Characterisation of novel therapies to mitigate inflammation in retinal degenerations

Abstract

Inflammation is established as a key factor in mediating the progression of a number of retinal degenerations, including both wet and dry age-related macular degeneration (AMD) [1-3]. MicroRNAs (miRNAs) are a class of endogenously occurring non-coding RNA (ncRNA) molecules that are gaining momentum as therapeutic targets for treating a number of human conditions [4-6] and have been identified to modulate inflammation [7]. The purpose of this study is to investigate the modulation of miRNAs in a model of retinal degeneration, the light damage model. MiRNA and their potential roles in mitigating retinal inflammation will also be investigated in animals treated with 670nm red light therapy.

Albino rats raised in dim cyclic light conditions (5lux; 12hr on, 12hr off; controls) were exposed to bright continuous light (1000lux) for 24 hours and returned to dim light conditions for 0, 3 or 7 days. At each timepoint animals were culled and their eyes removed and processed either for histological analyses or RNA based analyses. For histology eyes were fixed in 4% paraformaldehyde, cryoprotected and sectioned to determine the photoreceptor cell death using TUNEL or perform immunohistochemistry experiments using Vimentin and IBA1 or in situ hybridisation for Ccl2 and miR-124-3p. RNA was extracted from dissected retinas, reverse transcribed and used for low density array and qPCR analysis to determine the expression changes of genes and miRNAs. Immortalised cell lines were also used for performing cell transfections and similar RNA based analyses as above.

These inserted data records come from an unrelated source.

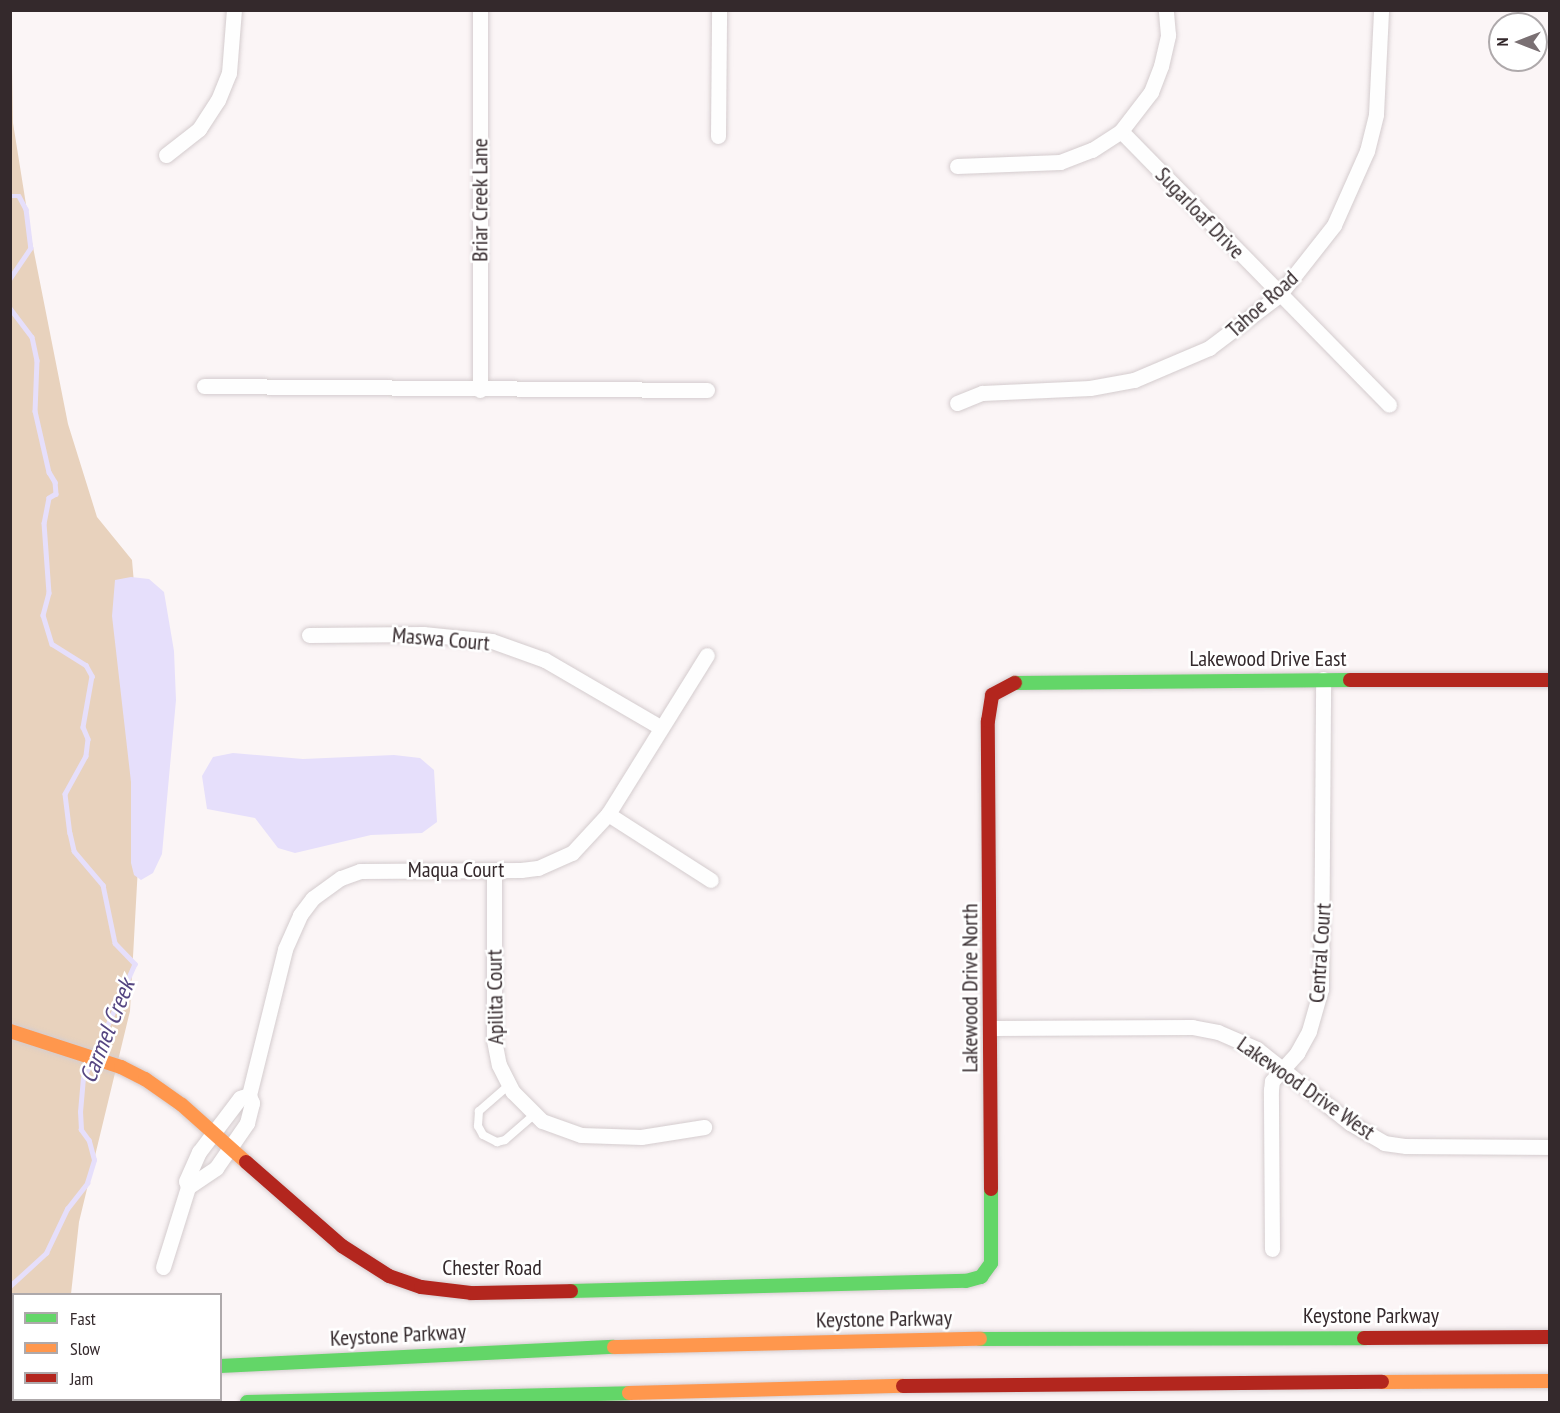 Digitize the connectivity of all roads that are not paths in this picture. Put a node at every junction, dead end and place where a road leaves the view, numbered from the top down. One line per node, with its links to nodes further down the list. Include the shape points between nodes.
1 (234, 10): 8 (street, via 229,73 218,100 199,129)
2 (480, 10): 12 (street, Briar Creek Lane)
3 (719, 10): 7 (street)
4 (1166, 10): 6 (street, via 1168,35 1161,66 1151,92)
5 (1381, 10): 10 (street, Tahoe Road, via 1376,114 1367,151 1334,225)
6 (1121, 131): 9 (street, via 1092,150 1060,162); 10 (street, Sugarloaf Drive)
7 (718, 136)
8 (166, 155)
9 (957, 166)
10 (1279, 295): 14 (street, Tahoe Road, via 1209,348 1134,380 1090,388 982,393); 15 (street, Sugarloaf Drive)
11 (204, 386): 12 (street)
12 (480, 390): 13 (street)
13 (707, 390)
14 (957, 404)
15 (1389, 405)
16 (309, 635): 21 (street, Maswa Court, via 443,635 520,649 585,681)
17 (707, 655): 21 (street, Maqua Court)
18 (1323, 679): 19 (main road, Lakewood Drive East); 20 (main road, Lakewood Drive East, via 1041,681 1012,683); 27 (street, Central Court, via 1321,989 1308,1031)
19 (1550, 680)
20 (992, 695): 25 (main road, Lakewood Drive North, via 988,721)
21 (660, 727): 22 (street, Maqua Court)
22 (608, 814): 23 (street, Maqua Court, via 588,839 555,862 538,868); 24 (street)
23 (494, 871): 28 (street, Apilita Court, via 494,1040 499,1065); 29 (street, Maqua Court, via 360,871 341,878 313,898 300,915 285,949)
24 (711, 880)
25 (992, 1028): 27 (street, Lakewood Drive West, via 1192,1027 1238,1038); 38 (main road, Lakewood Drive North, via 991,1263)
26 (10, 1031): 32 (main road, Chester Road, via 145,1079)
27 (1283, 1068): 33 (street, Lakewood Drive West, via 1350,1123 1384,1143); 36 (street, Central Court, via 1270,1090)
28 (509, 1085): 30 (street, Apilita Court); 30 (lane, via 479,1111 478,1126 483,1135 497,1142 505,1140)
29 (249, 1095): 32 (street, via 240,1098); 34 (street, Maqua Court, via 252,1103 248,1123)
30 (535, 1114): 31 (street, Apilita Court, via 560,1129 581,1135 641,1137)
31 (704, 1127)
32 (213, 1133): 34 (main road, Chester Road); 35 (street, via 199,1152 186,1181)
33 (1550, 1147)
34 (231, 1148): 35 (street, Maqua Court, via 216,1168); 38 (main road, Chester Road, via 364,1262 389,1276 450,1292 966,1281)
35 (188, 1187): 37 (street)
36 (1272, 1249)
37 (163, 1267)
38 (981, 1277)
39 (1550, 1335): 40 (main road, Keystone Parkway, via 900,1339 490,1352)
40 (222, 1366)
41 (1415, 1382): 42 (main road); 43 (main road); 45 (main road)
42 (1550, 1382)
43 (916, 1386): 44 (main road); 48 (main road)
44 (767, 1389): 46 (main road); 47 (main road)
45 (1550, 1395)
46 (247, 1402)
47 (817, 1402)
48 (870, 1402)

Intense light exposure for 24 hours led to differential expression of a number of miRNAs, 37 of which were significantly modulated by 2-fold or more. Of those, 19 may potentially regulate the inflammatory immune response observed in the model. MicroRNAs -125-3p, -155, -207, -347, -449a, -351, and -542-3p are all upregulated at 24 hours of exposure along with peak photoreceptor cell death. The miRNAs -542-3p and -351 reached maximum expression at 7 days after exposure, while -125-3p, -155, -207, -347, and -449 reached a peak expression at 3 days. MiR-124-3p expression showed significant downregulation post intense (1000lux) light induced damage to the rat retina. Its expression was localized predominantly to the Müller glia and showed co-localisation with expression of a target gene, Ccl2 (which is a potent chemoattractant molecule responsible for targeted monocyte recruitment in the retina). Luciferase assays in MIO-M1 and HeLa cells confirmed direct binding between miR-124-3p and the CCL2-3’UTR. Additionally, in vitro overexpression of miR-124-3p in Müller cells using miRNA mimics significantly inhibited CCL2 upregulation post stimulation with inflammatory cues. Post mortem human tissue showed a similar expression profile for miR-124-3p in the retina. Changes is miRNA expression were also seen in 670nm light treated retinas with or without bright light induced damage, along with the modulation of chemokine gene expression in the pre-treated retinas. Differential expression of miR-351 and miR-155 was confirmed using qPCR, both of which are predicted to target inflammation related genes. The data indicate that miRNAs are involved in modulating the inflammatory immune response elicited during retinal degeneration. Indeed we found a number of potential candidates, including miR-124-3p, which could prove to be novel therapeutic interventions in mitigating retinal inflammation and the consequent photoreceptor death. 670nm light therapy mitigated retinal inflammation including the modulation of specific miRNAs in the retina.